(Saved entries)
════════════════

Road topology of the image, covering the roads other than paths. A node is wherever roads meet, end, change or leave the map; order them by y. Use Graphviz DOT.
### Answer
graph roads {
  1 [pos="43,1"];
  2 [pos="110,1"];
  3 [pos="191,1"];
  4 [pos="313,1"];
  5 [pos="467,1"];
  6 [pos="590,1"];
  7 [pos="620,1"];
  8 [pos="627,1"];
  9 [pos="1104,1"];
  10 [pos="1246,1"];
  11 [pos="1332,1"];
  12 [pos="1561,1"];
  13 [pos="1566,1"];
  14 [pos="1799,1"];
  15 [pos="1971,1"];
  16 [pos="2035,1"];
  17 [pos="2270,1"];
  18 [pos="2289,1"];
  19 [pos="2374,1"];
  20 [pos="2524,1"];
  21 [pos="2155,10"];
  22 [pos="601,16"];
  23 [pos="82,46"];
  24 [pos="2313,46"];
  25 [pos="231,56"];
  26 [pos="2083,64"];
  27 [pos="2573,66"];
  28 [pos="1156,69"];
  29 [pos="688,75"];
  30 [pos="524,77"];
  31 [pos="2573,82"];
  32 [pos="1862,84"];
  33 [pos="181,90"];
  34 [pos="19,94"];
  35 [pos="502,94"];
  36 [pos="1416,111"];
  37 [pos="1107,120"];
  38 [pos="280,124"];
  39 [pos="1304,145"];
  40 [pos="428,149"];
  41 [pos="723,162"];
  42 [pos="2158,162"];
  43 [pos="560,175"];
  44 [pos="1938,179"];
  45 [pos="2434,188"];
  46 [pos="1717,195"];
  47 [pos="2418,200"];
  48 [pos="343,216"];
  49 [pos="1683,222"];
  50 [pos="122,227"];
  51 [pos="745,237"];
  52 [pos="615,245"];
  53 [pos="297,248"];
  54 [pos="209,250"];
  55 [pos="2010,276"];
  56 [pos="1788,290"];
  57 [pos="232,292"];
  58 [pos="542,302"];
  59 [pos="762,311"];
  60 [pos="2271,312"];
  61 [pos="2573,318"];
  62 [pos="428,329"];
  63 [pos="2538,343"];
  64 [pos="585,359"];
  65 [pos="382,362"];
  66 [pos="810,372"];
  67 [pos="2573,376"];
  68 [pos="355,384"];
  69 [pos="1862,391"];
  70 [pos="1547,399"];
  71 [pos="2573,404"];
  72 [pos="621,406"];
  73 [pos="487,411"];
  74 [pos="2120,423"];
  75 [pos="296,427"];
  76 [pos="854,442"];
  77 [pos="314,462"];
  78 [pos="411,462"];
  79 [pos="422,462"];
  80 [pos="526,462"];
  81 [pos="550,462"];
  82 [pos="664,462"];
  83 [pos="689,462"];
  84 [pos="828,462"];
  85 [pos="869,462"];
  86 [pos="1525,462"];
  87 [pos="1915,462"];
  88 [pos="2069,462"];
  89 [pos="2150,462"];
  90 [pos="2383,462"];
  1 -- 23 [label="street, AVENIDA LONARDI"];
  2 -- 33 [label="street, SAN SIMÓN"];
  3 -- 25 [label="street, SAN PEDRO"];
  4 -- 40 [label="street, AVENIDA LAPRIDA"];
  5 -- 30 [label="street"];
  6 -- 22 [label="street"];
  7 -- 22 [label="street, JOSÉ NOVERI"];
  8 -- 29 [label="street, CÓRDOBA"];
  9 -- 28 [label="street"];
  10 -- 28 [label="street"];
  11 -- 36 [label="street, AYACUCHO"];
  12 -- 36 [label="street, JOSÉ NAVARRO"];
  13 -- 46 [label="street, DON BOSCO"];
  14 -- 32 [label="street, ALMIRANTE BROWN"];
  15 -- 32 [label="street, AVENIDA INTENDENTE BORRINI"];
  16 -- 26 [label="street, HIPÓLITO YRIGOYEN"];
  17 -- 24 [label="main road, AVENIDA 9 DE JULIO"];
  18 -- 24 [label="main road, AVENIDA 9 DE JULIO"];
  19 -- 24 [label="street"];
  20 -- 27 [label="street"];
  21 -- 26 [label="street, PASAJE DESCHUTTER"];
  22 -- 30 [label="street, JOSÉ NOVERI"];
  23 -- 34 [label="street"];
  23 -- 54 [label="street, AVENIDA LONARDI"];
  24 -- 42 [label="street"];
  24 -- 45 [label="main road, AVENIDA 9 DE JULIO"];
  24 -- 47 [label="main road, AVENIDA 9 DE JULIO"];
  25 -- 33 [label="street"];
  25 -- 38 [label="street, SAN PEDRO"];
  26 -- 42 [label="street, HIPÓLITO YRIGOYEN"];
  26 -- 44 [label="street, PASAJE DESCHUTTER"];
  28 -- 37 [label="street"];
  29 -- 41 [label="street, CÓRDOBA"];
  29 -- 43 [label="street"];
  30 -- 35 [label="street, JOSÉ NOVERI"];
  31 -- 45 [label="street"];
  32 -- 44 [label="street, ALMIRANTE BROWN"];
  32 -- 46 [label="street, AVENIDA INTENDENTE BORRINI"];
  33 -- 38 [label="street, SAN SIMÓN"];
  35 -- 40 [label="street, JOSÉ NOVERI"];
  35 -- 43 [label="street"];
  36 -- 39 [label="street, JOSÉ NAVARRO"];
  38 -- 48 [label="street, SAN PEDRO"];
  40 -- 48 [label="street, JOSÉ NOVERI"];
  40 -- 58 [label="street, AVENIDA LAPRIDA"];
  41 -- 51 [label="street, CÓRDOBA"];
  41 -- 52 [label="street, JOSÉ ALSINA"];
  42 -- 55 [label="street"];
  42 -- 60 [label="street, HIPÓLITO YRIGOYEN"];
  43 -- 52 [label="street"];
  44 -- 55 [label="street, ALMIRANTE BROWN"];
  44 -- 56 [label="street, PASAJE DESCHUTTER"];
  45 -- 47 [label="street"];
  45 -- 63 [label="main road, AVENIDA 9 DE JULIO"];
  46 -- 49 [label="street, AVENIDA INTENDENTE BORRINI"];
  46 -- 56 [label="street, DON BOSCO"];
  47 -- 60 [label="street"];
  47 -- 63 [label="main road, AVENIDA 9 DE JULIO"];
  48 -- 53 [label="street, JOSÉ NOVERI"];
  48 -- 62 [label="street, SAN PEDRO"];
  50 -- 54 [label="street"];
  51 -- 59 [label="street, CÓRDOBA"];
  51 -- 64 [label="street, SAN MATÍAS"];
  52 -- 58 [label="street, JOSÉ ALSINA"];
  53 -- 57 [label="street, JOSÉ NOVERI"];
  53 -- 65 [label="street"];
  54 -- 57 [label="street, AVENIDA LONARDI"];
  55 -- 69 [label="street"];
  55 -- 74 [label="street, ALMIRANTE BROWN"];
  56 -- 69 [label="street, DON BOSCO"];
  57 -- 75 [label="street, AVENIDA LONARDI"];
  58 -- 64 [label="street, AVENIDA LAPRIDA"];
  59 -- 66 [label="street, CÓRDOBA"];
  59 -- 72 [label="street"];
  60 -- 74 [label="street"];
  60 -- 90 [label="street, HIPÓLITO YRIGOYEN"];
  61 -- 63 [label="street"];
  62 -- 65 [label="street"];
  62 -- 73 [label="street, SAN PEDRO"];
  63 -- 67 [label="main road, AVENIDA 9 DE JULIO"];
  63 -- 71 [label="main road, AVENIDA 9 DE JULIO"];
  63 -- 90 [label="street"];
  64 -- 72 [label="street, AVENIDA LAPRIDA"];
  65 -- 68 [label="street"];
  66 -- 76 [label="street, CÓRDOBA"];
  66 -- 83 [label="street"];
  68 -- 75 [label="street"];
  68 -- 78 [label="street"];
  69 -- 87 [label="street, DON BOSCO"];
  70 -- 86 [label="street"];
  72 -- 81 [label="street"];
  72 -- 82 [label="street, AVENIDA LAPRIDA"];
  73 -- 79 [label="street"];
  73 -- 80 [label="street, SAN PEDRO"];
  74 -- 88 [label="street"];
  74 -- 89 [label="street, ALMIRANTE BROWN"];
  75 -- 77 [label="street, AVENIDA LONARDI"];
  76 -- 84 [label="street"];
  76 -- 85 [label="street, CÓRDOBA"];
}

════════════════

- WHAT IS EXPECTED: If the word "NOVERI" is on a line above, return that line.

- WRITTEN ANSWER:
  7 -- 22 [label="street, JOSÉ NOVERI"];
  22 -- 30 [label="street, JOSÉ NOVERI"];
  30 -- 35 [label="street, JOSÉ NOVERI"];
  35 -- 40 [label="street, JOSÉ NOVERI"];
  40 -- 48 [label="street, JOSÉ NOVERI"];
  48 -- 53 [label="street, JOSÉ NOVERI"];
  53 -- 57 [label="street, JOSÉ NOVERI"];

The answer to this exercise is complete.